• **RECORDS SUPPLIED**
+ + + + +
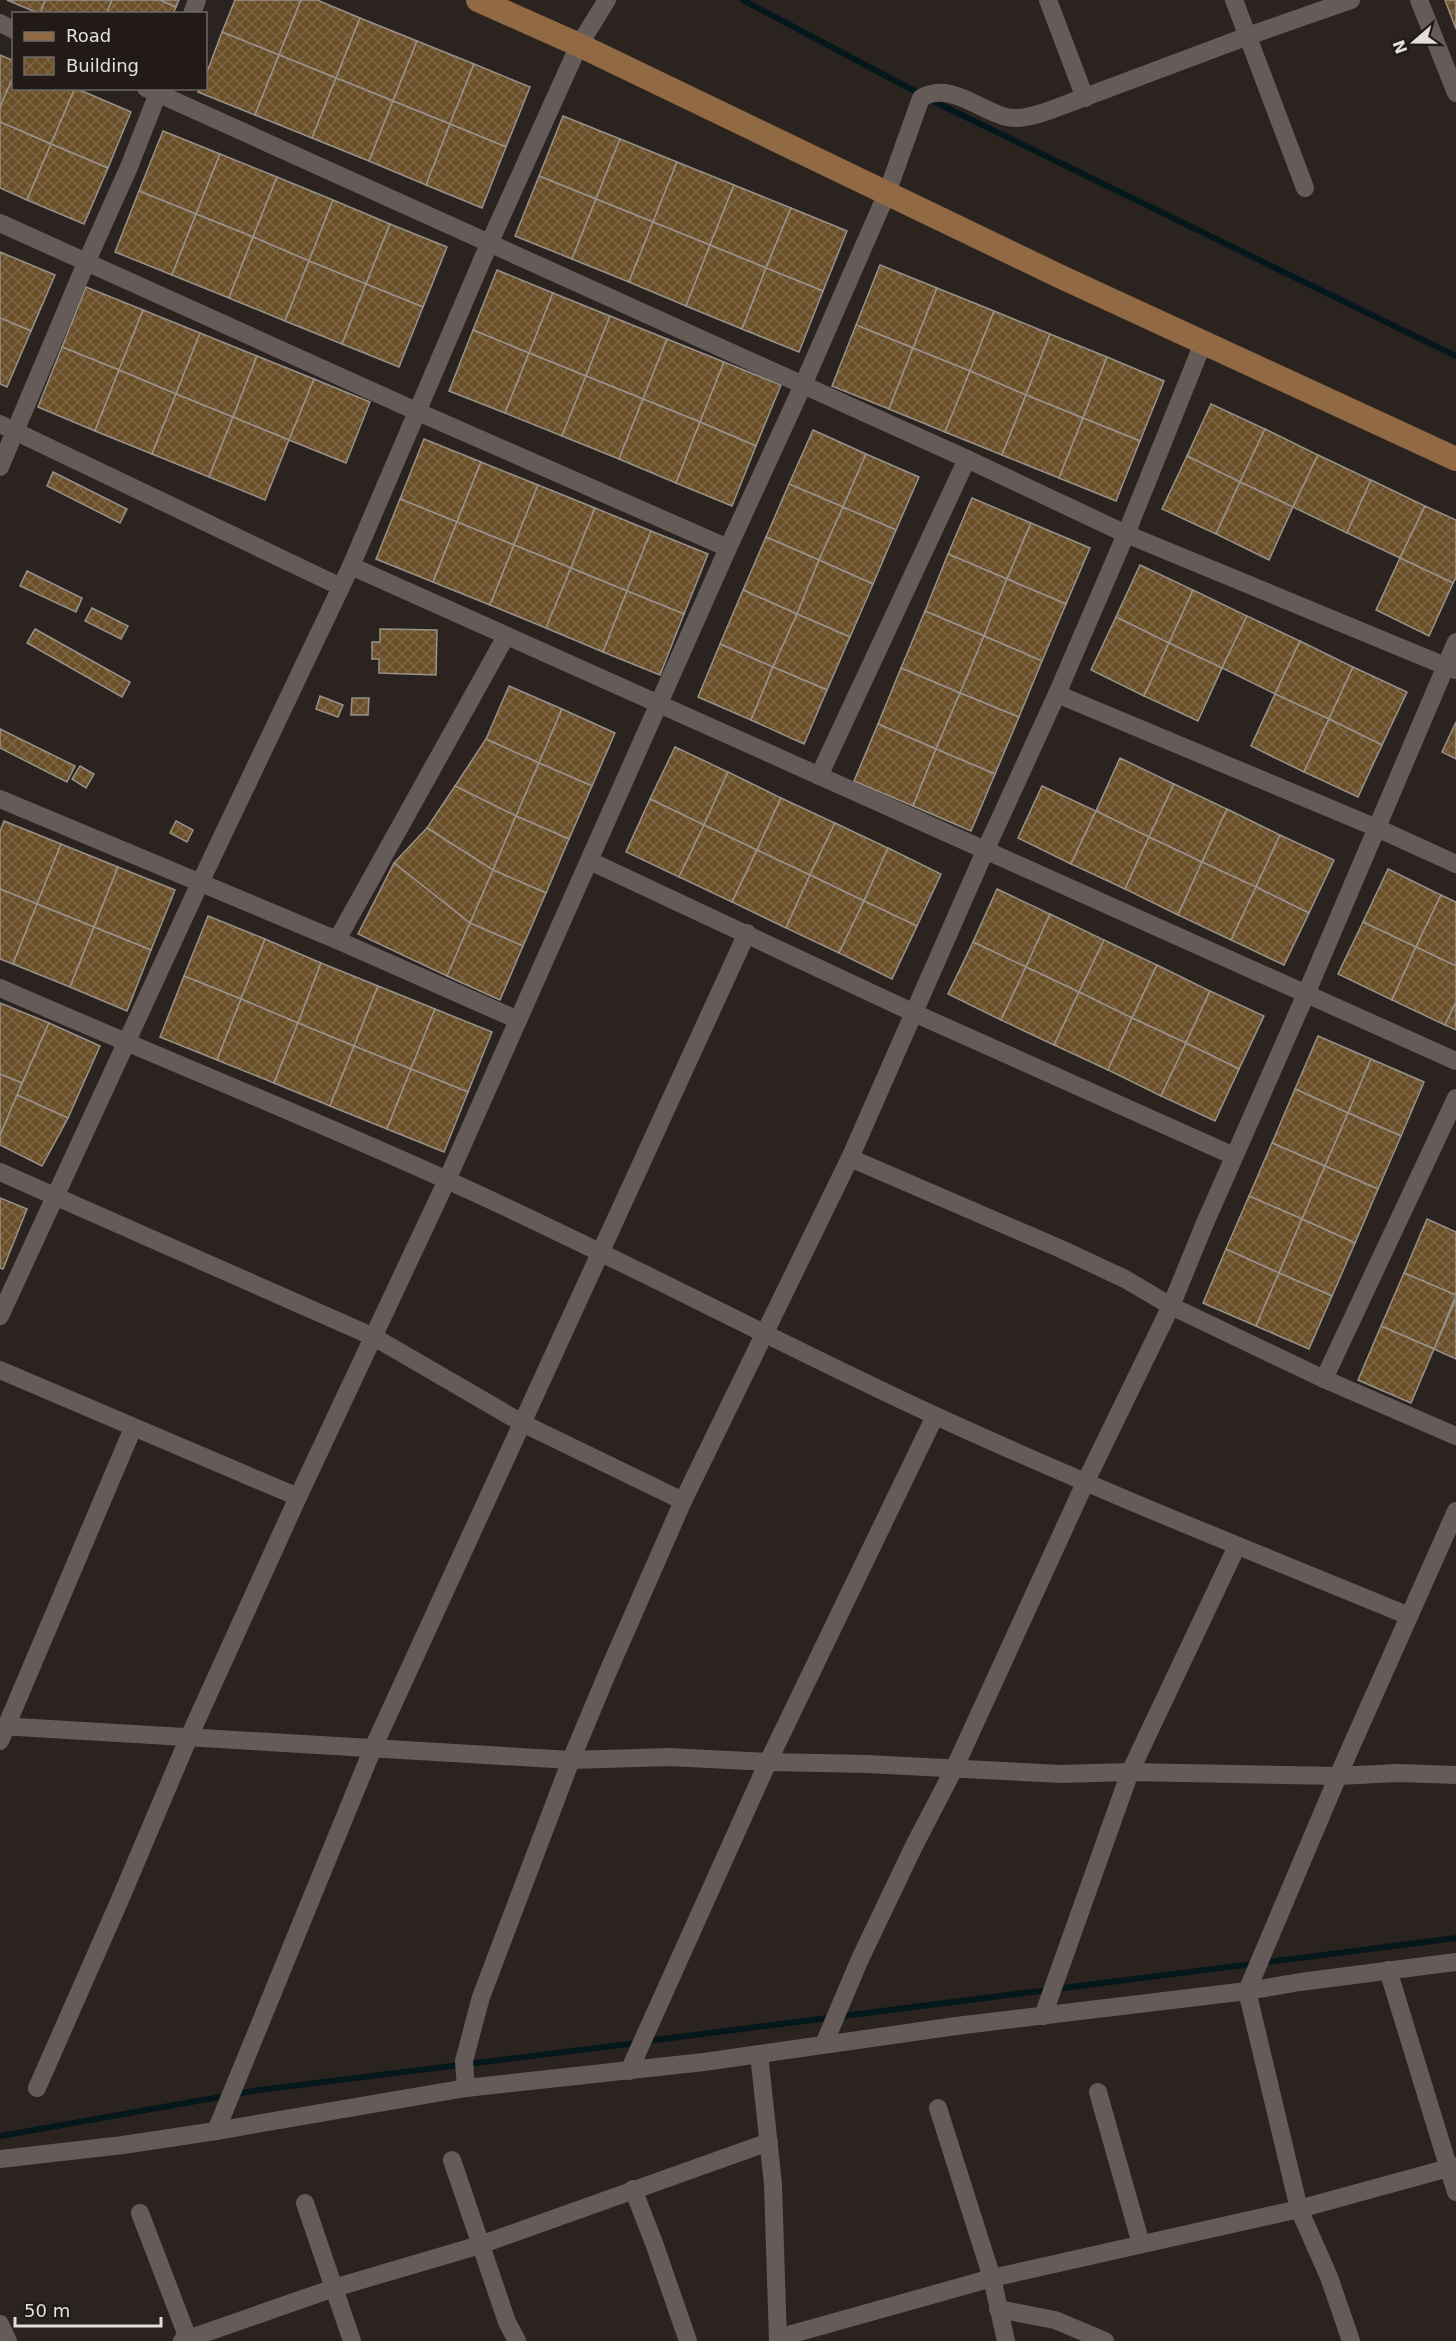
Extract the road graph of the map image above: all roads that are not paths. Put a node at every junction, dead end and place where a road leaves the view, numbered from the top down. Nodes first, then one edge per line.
1 (478, 0) edge
2 (607, 0) edge
3 (1048, 0) edge
4 (1234, 0) edge
5 (1351, 0) edge
6 (1419, 0) edge
7 (1248, 36) junction
8 (579, 45) junction
9 (155, 90) edge
10 (1456, 93) edge
11 (1085, 98) junction
12 (1305, 188) dead end
13 (887, 193) junction
14 (0, 223) edge
15 (489, 244) junction
16 (86, 263) junction
17 (1203, 343) junction
18 (803, 385) junction
19 (416, 411) junction
20 (7, 428) edge
21 (967, 459) junction
22 (1456, 459) edge
23 (0, 467) edge
24 (1126, 534) junction
25 (728, 548) junction
26 (351, 566) junction
27 (341, 587) junction
28 (506, 636) junction
29 (1456, 642) edge
30 (1451, 668) edge
31 (1057, 694) junction
32 (659, 705) junction
33 (819, 776) junction
34 (0, 799) edge
35 (1377, 828) junction
36 (985, 851) junction
37 (590, 861) junction
38 (1456, 864) edge
39 (201, 883) junction
40 (747, 933) junction
41 (337, 940) junction
42 (0, 988) edge
43 (1306, 994) junction
44 (914, 1013) junction
45 (518, 1020) junction
46 (128, 1044) junction
47 (1456, 1061) edge
48 (1456, 1098) edge
49 (1234, 1156) junction
50 (850, 1158) junction
51 (0, 1172) edge
52 (447, 1180) junction
53 (54, 1197) junction
54 (601, 1252) junction
55 (1171, 1306) junction
56 (0, 1316) edge
57 (765, 1334) junction
58 (374, 1337) junction
59 (0, 1370) edge
60 (1324, 1379) junction
61 (935, 1416) junction
62 (522, 1423) junction
63 (133, 1428) junction
64 (1456, 1436) edge
65 (1085, 1483) junction
66 (298, 1497) junction
67 (683, 1501) junction
68 (1456, 1511) edge
69 (1237, 1546) junction
70 (1409, 1616) junction
71 (2, 1731) edge
72 (189, 1737) junction
73 (373, 1748) junction
74 (571, 1760) junction
75 (768, 1762) junction
76 (954, 1769) junction
77 (1130, 1772) junction
78 (1456, 1775) edge
79 (1338, 1776) junction
80 (1456, 1962) edge
81 (1388, 1970) junction
82 (1247, 1991) junction
83 (1043, 2016) junction
84 (824, 2044) junction
85 (759, 2054) junction
86 (629, 2071) junction
87 (37, 2088) dead end
88 (466, 2088) junction
89 (1098, 2092) dead end
90 (938, 2108) dead end
91 (216, 2131) junction
92 (769, 2142) junction
93 (0, 2159) edge
94 (452, 2160) dead end
95 (1451, 2167) edge
96 (633, 2189) junction
97 (1456, 2192) edge
98 (305, 2203) dead end
99 (1299, 2209) junction
100 (140, 2213) dead end
101 (1141, 2244) junction
102 (480, 2245) junction
103 (992, 2278) junction
104 (334, 2288) junction
105 (998, 2309) junction
106 (0, 2324) edge
107 (186, 2340) edge
108 (778, 2340) edge
109 (8, 2341) edge
110 (352, 2341) edge
111 (517, 2341) edge
112 (688, 2341) edge
113 (1006, 2341) edge
114 (1105, 2341) edge
115 (1351, 2341) edge

1 - 8 main road
2 - 8 street
3 - 11 street
4 - 7 street
5 - 7 street
6 - 10 street
7 - 11 street
7 - 12 street
8 - 13 main road
8 - 15 street
9 - 15 street
9 - 16 street
11 - 13 street
13 - 17 main road
13 - 18 street
14 - 16 street
15 - 18 street
15 - 19 street
16 - 19 street
16 - 20 street
17 - 22 main road
17 - 24 street
18 - 21 street
18 - 25 street
19 - 25 street
19 - 26 street
20 - 23 street
20 - 27 street
21 - 24 street
21 - 33 street
24 - 30 street
24 - 31 street
25 - 32 street
26 - 27 street
26 - 28 street
27 - 39 street
28 - 32 street
28 - 41 street
29 - 30 street
30 - 35 street
31 - 35 street
31 - 36 street
32 - 33 street
32 - 37 street
33 - 36 street
34 - 39 street
35 - 38 street
35 - 43 street
36 - 43 street
36 - 44 street
37 - 40 street
37 - 45 street
39 - 41 street
39 - 46 street
40 - 44 street
40 - 54 street
41 - 45 street
42 - 46 street
43 - 47 street
43 - 49 street
44 - 49 street
44 - 50 street
45 - 52 street
46 - 52 street
46 - 53 street
48 - 60 street
49 - 55 street
50 - 55 street
50 - 57 street
51 - 53 street
52 - 54 street
52 - 58 street
53 - 56 street
53 - 58 street
54 - 57 street
54 - 62 street
55 - 60 street
55 - 65 street
57 - 61 street
57 - 67 street
58 - 62 street
58 - 66 street
59 - 63 street
60 - 64 street
61 - 65 street
61 - 75 street
62 - 67 street
62 - 73 street
63 - 66 street
63 - 71 street
65 - 69 street
65 - 76 street
66 - 72 street
67 - 74 street
68 - 70 street
69 - 70 street
69 - 77 street
70 - 79 street
71 - 72 street
72 - 73 street
72 - 87 street
73 - 74 street
73 - 91 street
74 - 75 street
74 - 88 street
75 - 76 street
75 - 86 street
76 - 77 street
76 - 84 street
77 - 79 street
77 - 83 street
78 - 79 street
79 - 82 street
80 - 81 street
81 - 82 street
81 - 95 street
82 - 83 street
82 - 99 street
83 - 84 street
84 - 85 street
85 - 86 street
85 - 92 street
86 - 88 street
88 - 91 street
89 - 101 street
90 - 103 street
91 - 93 street
92 - 96 street
92 - 108 street
94 - 102 street
95 - 97 street
95 - 99 street
96 - 102 street
96 - 112 street
98 - 104 street
99 - 101 street
99 - 115 street
100 - 107 street
101 - 103 street
102 - 104 street
102 - 111 street
103 - 105 street
103 - 108 street
104 - 107 street
104 - 110 street
105 - 113 street
105 - 114 street
106 - 109 street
+ + + + +
Among the lines above, please find those with "main" and copy them.

• **ANSWER TO THE PROBLEM**
1 - 8 main road
8 - 13 main road
13 - 17 main road
17 - 22 main road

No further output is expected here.